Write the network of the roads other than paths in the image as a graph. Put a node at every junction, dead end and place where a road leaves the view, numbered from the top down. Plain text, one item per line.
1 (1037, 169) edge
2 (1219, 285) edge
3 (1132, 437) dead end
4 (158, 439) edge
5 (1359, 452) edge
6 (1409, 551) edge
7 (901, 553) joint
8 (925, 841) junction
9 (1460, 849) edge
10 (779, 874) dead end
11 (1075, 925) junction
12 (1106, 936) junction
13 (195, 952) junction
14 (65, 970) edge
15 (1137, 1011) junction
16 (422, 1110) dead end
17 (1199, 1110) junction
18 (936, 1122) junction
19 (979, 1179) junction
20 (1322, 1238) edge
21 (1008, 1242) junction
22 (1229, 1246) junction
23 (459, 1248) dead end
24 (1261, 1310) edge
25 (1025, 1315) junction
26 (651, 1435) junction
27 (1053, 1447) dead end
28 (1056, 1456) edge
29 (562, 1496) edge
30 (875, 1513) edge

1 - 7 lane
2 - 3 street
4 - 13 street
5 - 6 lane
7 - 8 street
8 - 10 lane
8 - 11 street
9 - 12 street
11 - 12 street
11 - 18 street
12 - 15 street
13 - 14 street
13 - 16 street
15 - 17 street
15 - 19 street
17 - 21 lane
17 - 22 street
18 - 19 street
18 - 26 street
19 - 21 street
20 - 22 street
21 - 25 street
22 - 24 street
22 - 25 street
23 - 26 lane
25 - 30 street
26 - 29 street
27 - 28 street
_ _ _
■ Exercise aim ■
An answer is complete only when it holds every line above containing the string "edge".

■ Solution to this task ■
1 (1037, 169) edge
2 (1219, 285) edge
4 (158, 439) edge
5 (1359, 452) edge
6 (1409, 551) edge
9 (1460, 849) edge
14 (65, 970) edge
20 (1322, 1238) edge
24 (1261, 1310) edge
28 (1056, 1456) edge
29 (562, 1496) edge
30 (875, 1513) edge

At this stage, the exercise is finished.